Recorded sound has always been about creating a moment, and the tools to accomplish this only get more advanced as time goes on. Our ability to record and endlessly tweak audio in so many different ways these days is a perk of living in our era. (Who would have thought slogging through 2020 had its perks?) The tools at our disposal allow us to artificially create moments that seem as natural and realistic as possible— the proverbial “lie that tells the truth.”
Recording in a practical sense started in 1877 when Thomas Edison created the wax cylinder recorder, but ensuing decades and today’s audio tools pull us further and further away from what it originally started out as—a simple audio snapshot of a moment, replete with all the plusses and minuses that real life serves up, whether it’s that the trumpet player was on fire, the singer missed the high note, or that the drummer sped up and slowed down like, well, 2020.
Even in Edison’s time, people wanted to hear immersive audio, or at least audio from more than one source. Inventors explored what would become known as stereophonic sound as early as 1881 with the creation of the théâtrophone, a French subscription service that delivered live performances in simulated stereo over phone lines, though the performances weren’t recorded; the technology wasn’t there yet. For years, the earliest known stereo recording was created in the 1920s, but now an even earlier moment captured in stereo has been brought to light and preserved for the ages.
Indiana University’s Archives of Traditional Music in Bloomington, IN, recently digitized a number of wax cylinders from 1901 featuring Shanghai musicians performing traditional Chinese folk and opera music; when combined, they create the oldest stereo recordings known to exist. Ironically, they weren’t recorded with the intention of creating stereo sound. In fact, they weren’t meant to be heard by the public at all.
In 1901, the American Museum of Natural History (AMNH) in New York sent German anthropologist Berthold Laufer to China to research and obtain items for the museum. There, he recorded the musicians—not with an eye toward preserving their music for the ages, but rather as an archival ethnographic research exercise.
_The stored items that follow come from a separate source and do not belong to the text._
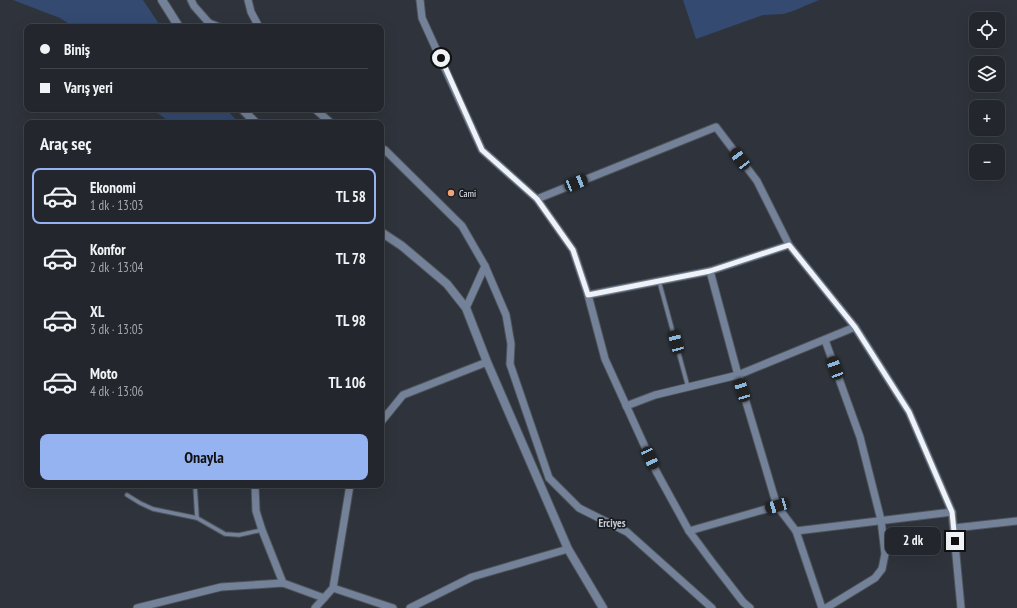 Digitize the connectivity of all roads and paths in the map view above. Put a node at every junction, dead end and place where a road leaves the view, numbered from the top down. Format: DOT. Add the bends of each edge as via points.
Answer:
graph roads {
  1 [pos="162,0"];
  2 [pos="191,0"];
  3 [pos="248,0"];
  4 [pos="420,0"];
  5 [pos="177,24"];
  6 [pos="209,24"];
  7 [pos="258,24"];
  8 [pos="245,112"];
  9 [pos="318,112"];
  10 [pos="253,120"];
  11 [pos="328,120"];
  12 [pos="384,150"];
  13 [pos="537,199"];
  14 [pos="384,234"];
  15 [pos="789,245"];
  16 [pos="485,266"];
  17 [pos="710,271"];
  18 [pos="659,281"];
  19 [pos="588,295"];
  20 [pos="466,308"];
  21 [pos="855,327"];
  22 [pos="825,340"];
  23 [pos="487,362"];
  24 [pos="738,375"];
  25 [pos="688,387"];
  26 [pos="626,406"];
  27 [pos="384,418"];
  28 [pos="549,478"];
  29 [pos="537,479"];
  30 [pos="195,488"];
  31 [pos="255,488"];
  32 [pos="349,488"];
  33 [pos="127,495"];
  34 [pos="777,506"];
  35 [pos="952,512"];
  36 [pos="197,518"];
  37 [pos="881,520"];
  38 [pos="1017,521"];
  39 [pos="954,528"];
  40 [pos="262,530"];
  41 [pos="796,530"];
  42 [pos="689,531"];
  43 [pos="568,549"];
  44 [pos="283,583"];
  45 [pos="332,588"];
  46 [pos="324,598"];
  47 [pos="137,608"];
  48 [pos="315,608"];
  49 [pos="393,608"];
  50 [pos="410,608"];
  51 [pos="603,608"];
  52 [pos="712,608"];
  53 [pos="750,608"];
  54 [pos="822,608"];
  55 [pos="826,608"];
  56 [pos="961,608"];
  1 -- 5 [label="street"];
  2 -- 6 [label="street"];
  3 -- 7 [label="street"];
  4 -- 13 [label="street" via="422,18 482,150"];
  8 -- 10 [label="street"];
  9 -- 11 [label="street"];
  12 -- 16 [label="street" via="462,226"];
  13 -- 15 [label="street" via="716,127 757,181"];
  13 -- 19 [label="street" via="573,250"];
  14 -- 20 [label="street" via="447,284"];
  15 -- 17 [label="street"];
  15 -- 21 [label="street"];
  16 -- 20 [label="street"];
  16 -- 28 [label="street" via="506,316 511,344 510,364"];
  17 -- 18 [label="street"];
  17 -- 24 [label="street"];
  18 -- 19 [label="street"];
  18 -- 25 [label="lane"];
  19 -- 26 [label="street" via="605,359"];
  20 -- 23 [label="street"];
  21 -- 22 [label="street"];
  21 -- 35 [label="street" via="909,412"];
  22 -- 24 [label="street"];
  22 -- 37 [label="street" via="860,437"];
  23 -- 27 [label="street" via="403,396"];
  23 -- 29 [label="street"];
  24 -- 25 [label="street"];
  24 -- 34 [label="street"];
  25 -- 26 [label="street" via="655,395"];
  26 -- 42 [label="street" via="656,471"];
  28 -- 29 [label="street"];
  28 -- 52 [label="street" via="579,508 627,532"];
  29 -- 43 [label="street"];
  30 -- 36 [label="lane"];
  31 -- 40 [label="street" via="256,511"];
  32 -- 45 [label="street"];
  33 -- 36 [label="lane" via="153,509"];
  34 -- 41 [label="street"];
  34 -- 42 [label="street"];
  35 -- 37 [label="street"];
  35 -- 39 [label="street"];
  36 -- 40 [label="lane" via="230,535"];
  37 -- 41 [label="street"];
  37 -- 55 [label="street" via="885,554 882,569 870,582"];
  38 -- 39 [label="street"];
  39 -- 56 [label="street"];
  40 -- 44 [label="street"];
  41 -- 54 [label="street"];
  42 -- 53 [label="street"];
  43 -- 50 [label="street" via="472,577"];
  43 -- 51 [label="street"];
  44 -- 46 [label="street"];
  44 -- 47 [label="street" via="221,587"];
  45 -- 46 [label="street"];
  45 -- 49 [label="street"];
  46 -- 48 [label="street"];
}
Laufer used two cylinder recorders operating at the same time in order to capture the singers and the instruments separately, with each group placed slightly apart as they performed together. While there was inevitable audio bleed, with the vocal-oriented cylinder capturing some of the instruments’ ambient sound and vice versa, recording the vocals and instruments separately, albeit at the same time, allowed Laufer to more clearly transcribe each later on.
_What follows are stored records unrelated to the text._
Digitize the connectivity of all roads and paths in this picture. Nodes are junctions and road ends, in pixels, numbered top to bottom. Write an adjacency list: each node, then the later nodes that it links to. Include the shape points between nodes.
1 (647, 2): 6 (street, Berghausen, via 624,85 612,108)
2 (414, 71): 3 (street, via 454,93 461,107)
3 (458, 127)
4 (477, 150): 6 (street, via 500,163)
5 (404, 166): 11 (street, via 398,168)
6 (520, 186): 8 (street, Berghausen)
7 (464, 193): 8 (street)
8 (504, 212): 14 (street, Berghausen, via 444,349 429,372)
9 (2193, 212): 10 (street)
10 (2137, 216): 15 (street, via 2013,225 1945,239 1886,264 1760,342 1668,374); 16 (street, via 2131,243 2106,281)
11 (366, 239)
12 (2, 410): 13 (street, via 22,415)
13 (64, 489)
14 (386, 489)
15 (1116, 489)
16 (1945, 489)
The AMNH gave thousands of wax cylinders to the IU archives in the 1940s; in return, the archive preserved and made them accessible as needed, according to Dr. Alan Burdette, director of the Archives of Traditional Music. “We’ve always known the cylinders were there [but] the stereo aspect of it has been a new discovery,” he told me. “We copied our cylinders to tape in the mid-1980s to provide access to patrons by way of copies. More recently, we got a grant from the National Endowment for the Humanities to digitize the cylinders themselves—and that opened up some new realizations of possibilities.”
Over a period of two years starting in 2017, the archive’s collection of 7,000 wax cylinders was digitized, capturing each two- to three-minute recording. Laufer’s cylinders stood out among the selections as unusually high-quality recordings considering the format and the era. While researching those recordings at the AMNH, Burdette discovered a letter dated Sept. 19, 1901, from the anthropologist to his superiors, explaining how he was using two cylinder machines simultaneously. Realizing they essentially had 119-year-old wax multi-tracks, the archive suddenly saw its digital recordings in a whole new light.
“This digitization process made certain things possible that would have been nearly impossible to do in the past, and that is getting cylinder recordings that have variable, hard-to-define speeds to match up,” said Burdette. “In some cases, getting those matched would have been really difficult in the open tape era. In the digital era, it’s still a real challenge, but it’s conceivable that you might actually be able to do it.”
IU media preservation specialist Patrick Feaster took on that challenge, and it was hardly a case of dropping files in Pro Tools and calling it a day. Finding which cylinders matched up required further research, with Feaster poring through both Laufer’s notes and the cryptic, often multi-language notation on the cylinder boxes, and then ultimately writing some code himself to digitally stabilize the recordings’ pitch. The result is a handful of proof-of-concept stereo recordings—which you can hear for yourself—along with an in-depth technical account of how Feaster pulled it off, all on his academic blog at www.bit.ly/317MKQN.
In the meantime, the archive is working to make all 400 of Laufer’s cylinders publicly available. Enticingly, Laufer appears to have recorded an entire Beijing opera in his accidental stereo format, stopping and starting musicians repeatedly so he could swap out cylinders, resulting in a whopping 72-cylinder series. “We made a trip to China last spring,” said Burdette, “and there’s a lot of excitement there among scholars about these recordings. They’re from the time [from which] a lot of the art forms are no longer practiced or have been lost—there has been quite a bit of cultural and political upheaval in China since 1901—so for a lot of scholars, it was truly remarkable to be able to hear things that were this old.”